Exercise goal.
Exactly as written, output each of the lines below, with no images.

Material for the task: Begin

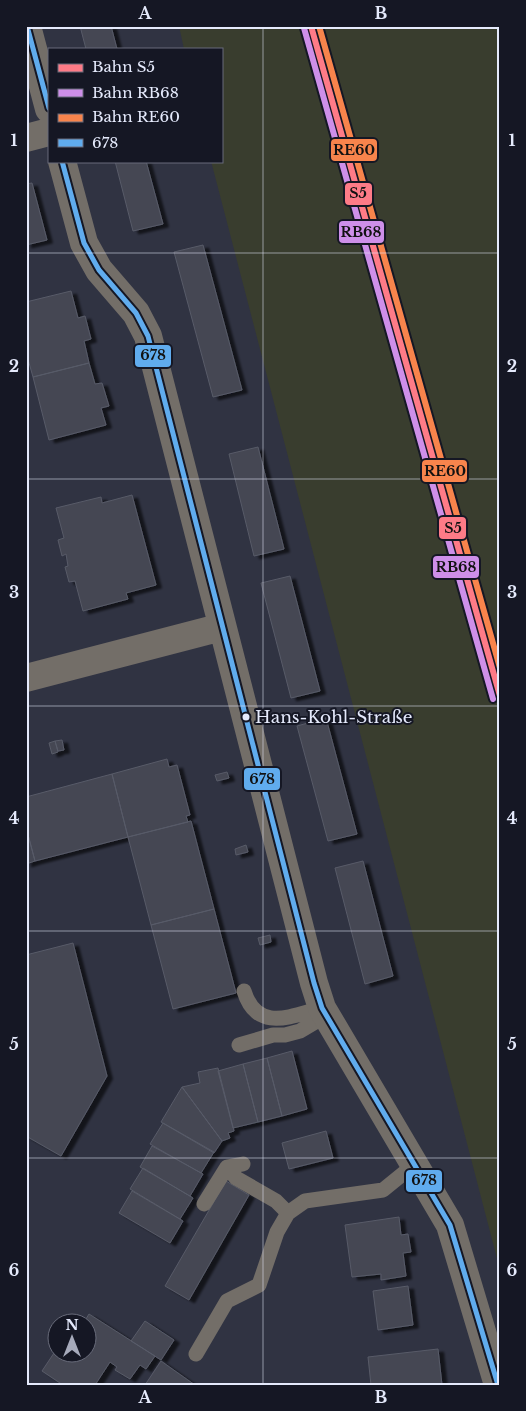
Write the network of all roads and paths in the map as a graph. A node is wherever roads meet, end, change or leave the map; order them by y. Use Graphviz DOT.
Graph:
graph roads {
  1 [pos="27,26"];
  2 [pos="48,105"];
  3 [pos="48,132"];
  4 [pos="26,138"];
  5 [pos="62,162"];
  6 [pos="222,627"];
  7 [pos="26,678"];
  8 [pos="244,991"];
  9 [pos="324,1012"];
  10 [pos="238,1045"];
  11 [pos="243,1164"];
  12 [pos="415,1164"];
  13 [pos="227,1167"];
  14 [pos="204,1204"];
  15 [pos="288,1213"];
  16 [pos="196,1354"];
  17 [pos="498,1385"];
  1 -- 2 [label="street"];
  3 -- 4 [label="street"];
  5 -- 6 [label="street"];
  6 -- 7 [label="street"];
  6 -- 9 [label="street"];
  8 -- 9 [label="lane"];
  9 -- 10 [label="lane"];
  9 -- 12 [label="street"];
  11 -- 13 [label="lane"];
  12 -- 15 [label="lane"];
  12 -- 17 [label="street"];
  13 -- 14 [label="lane"];
  13 -- 15 [label="lane"];
  15 -- 16 [label="lane"];
}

Material for the task: End

Task solution.
Write the network of all roads and paths in the map as a graph. A node is wherever roads meet, end, change or leave the map; order them by y. Use Graphviz DOT.
Graph:
graph roads {
  1 [pos="27,26"];
  2 [pos="48,105"];
  3 [pos="48,132"];
  4 [pos="26,138"];
  5 [pos="62,162"];
  6 [pos="222,627"];
  7 [pos="26,678"];
  8 [pos="244,991"];
  9 [pos="324,1012"];
  10 [pos="238,1045"];
  11 [pos="243,1164"];
  12 [pos="415,1164"];
  13 [pos="227,1167"];
  14 [pos="204,1204"];
  15 [pos="288,1213"];
  16 [pos="196,1354"];
  17 [pos="498,1385"];
  1 -- 2 [label="street"];
  3 -- 4 [label="street"];
  5 -- 6 [label="street"];
  6 -- 7 [label="street"];
  6 -- 9 [label="street"];
  8 -- 9 [label="lane"];
  9 -- 10 [label="lane"];
  9 -- 12 [label="street"];
  11 -- 13 [label="lane"];
  12 -- 15 [label="lane"];
  12 -- 17 [label="street"];
  13 -- 14 [label="lane"];
  13 -- 15 [label="lane"];
  15 -- 16 [label="lane"];
}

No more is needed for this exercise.